Self-talk is also really important. I started to consciously monitor my thoughts and think about how negative self-talk was impacting on my quality of life. I gradually started to change the way I was thinking about myself – even if at first I didn’t believe what I was saying, very slowly it started to stick.
My other major outlet was through my art. I spent a lot of time taking photos, writing poetry and playing music with friends. Being able to channel energy in a creative way helped me build up more confidence within myself.
Visualising a future for all of me
Dealing with the scars was tough. I always visualised myself in the future in a certain light; unfortunately my scars were never a part of this picture. I gradually started to consider a future that included my scars; by picturing myself in different circumstances I began to see that there was hope. Doing this for a while really helped me come to terms with my situation. I could now see a future that included these parts of myself, rather than one that wanted to forget any of it had ever happened.

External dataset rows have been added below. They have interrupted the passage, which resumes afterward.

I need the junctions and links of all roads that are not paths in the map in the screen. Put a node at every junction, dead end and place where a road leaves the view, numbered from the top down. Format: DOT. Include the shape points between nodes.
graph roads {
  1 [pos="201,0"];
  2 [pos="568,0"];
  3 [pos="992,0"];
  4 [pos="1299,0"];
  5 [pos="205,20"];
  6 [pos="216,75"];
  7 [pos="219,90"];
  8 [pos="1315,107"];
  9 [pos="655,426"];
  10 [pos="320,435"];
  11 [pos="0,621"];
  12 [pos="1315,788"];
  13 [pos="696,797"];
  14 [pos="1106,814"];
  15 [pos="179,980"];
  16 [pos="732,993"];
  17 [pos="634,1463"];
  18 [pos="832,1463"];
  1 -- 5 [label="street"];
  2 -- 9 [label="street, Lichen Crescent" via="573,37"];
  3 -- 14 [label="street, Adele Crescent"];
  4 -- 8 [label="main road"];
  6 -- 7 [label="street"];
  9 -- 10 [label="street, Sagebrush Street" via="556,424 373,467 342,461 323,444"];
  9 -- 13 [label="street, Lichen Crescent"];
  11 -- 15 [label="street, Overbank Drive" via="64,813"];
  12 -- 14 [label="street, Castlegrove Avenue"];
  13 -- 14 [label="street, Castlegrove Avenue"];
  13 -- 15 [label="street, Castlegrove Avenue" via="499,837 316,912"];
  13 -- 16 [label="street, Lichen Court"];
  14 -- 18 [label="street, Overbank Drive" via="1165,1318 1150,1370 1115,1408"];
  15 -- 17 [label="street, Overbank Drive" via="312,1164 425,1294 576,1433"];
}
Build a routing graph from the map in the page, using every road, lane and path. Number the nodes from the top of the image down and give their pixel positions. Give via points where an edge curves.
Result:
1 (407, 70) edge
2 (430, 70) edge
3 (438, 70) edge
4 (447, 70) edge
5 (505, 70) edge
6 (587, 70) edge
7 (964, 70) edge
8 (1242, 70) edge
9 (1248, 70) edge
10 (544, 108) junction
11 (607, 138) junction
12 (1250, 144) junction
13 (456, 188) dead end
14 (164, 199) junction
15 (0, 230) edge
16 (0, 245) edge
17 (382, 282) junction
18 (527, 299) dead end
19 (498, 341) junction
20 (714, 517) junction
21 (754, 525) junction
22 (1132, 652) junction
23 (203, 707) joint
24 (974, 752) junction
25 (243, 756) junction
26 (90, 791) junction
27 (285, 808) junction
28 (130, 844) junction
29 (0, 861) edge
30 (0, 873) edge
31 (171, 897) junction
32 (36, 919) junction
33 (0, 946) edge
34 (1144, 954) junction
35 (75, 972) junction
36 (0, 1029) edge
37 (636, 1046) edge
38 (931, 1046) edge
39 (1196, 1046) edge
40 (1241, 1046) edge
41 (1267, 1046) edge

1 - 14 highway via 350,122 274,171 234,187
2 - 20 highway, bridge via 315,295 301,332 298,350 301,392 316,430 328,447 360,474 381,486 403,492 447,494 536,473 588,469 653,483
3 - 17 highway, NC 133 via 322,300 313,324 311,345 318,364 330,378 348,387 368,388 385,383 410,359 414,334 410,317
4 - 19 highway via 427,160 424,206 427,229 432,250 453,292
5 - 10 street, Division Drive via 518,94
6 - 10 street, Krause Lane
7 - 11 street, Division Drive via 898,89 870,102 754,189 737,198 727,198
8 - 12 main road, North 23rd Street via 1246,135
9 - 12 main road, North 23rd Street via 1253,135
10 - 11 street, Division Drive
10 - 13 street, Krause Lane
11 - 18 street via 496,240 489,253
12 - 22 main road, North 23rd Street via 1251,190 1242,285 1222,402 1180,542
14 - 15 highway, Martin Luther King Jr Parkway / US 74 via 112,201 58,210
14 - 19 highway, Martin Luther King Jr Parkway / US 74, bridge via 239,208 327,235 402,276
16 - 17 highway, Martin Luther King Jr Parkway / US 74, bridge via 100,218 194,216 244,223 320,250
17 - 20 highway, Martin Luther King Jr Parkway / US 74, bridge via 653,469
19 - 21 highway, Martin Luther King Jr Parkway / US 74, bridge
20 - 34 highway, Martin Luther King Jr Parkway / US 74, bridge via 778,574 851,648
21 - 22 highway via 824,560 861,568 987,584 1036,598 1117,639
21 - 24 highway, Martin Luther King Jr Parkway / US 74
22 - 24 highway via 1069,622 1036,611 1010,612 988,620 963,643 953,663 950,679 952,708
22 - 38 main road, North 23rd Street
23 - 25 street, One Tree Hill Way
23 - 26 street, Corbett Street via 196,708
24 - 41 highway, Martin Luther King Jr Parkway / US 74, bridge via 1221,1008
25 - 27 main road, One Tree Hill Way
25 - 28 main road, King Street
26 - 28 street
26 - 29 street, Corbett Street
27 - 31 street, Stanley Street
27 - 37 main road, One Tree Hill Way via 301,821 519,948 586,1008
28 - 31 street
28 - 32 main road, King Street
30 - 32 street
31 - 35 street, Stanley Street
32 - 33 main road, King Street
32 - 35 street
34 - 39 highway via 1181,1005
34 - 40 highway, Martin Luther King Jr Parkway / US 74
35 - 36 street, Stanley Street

Funnily enough punishing myself through self-harm ended up causing me heaps more problems than what I started out with.
Looking forward to the future
These are some of the strategies that I still use almost every day – even when I am feeling really good. I am now more aware that I am someone who can go from being really happy one minute to getting depressed the next; so it’s extra important for me to keep these things in my life.
I am now in the 3rd year of a social work degree. I am doing social work because I want to make a difference to other people’s lives in a positive way. I hope that in some way I can turn this experience into a positive thing, even if it means making one other person feel a little bit less alone – then it would all be worth it.
If anyone reading this suspects or knows that their friend or family member is self-harming, don’t ignore it. Self-harming is serious and people who engage in self-harm need support and lots of understanding. With the right support and strategies, I know form personal experience that it is possible to get through this.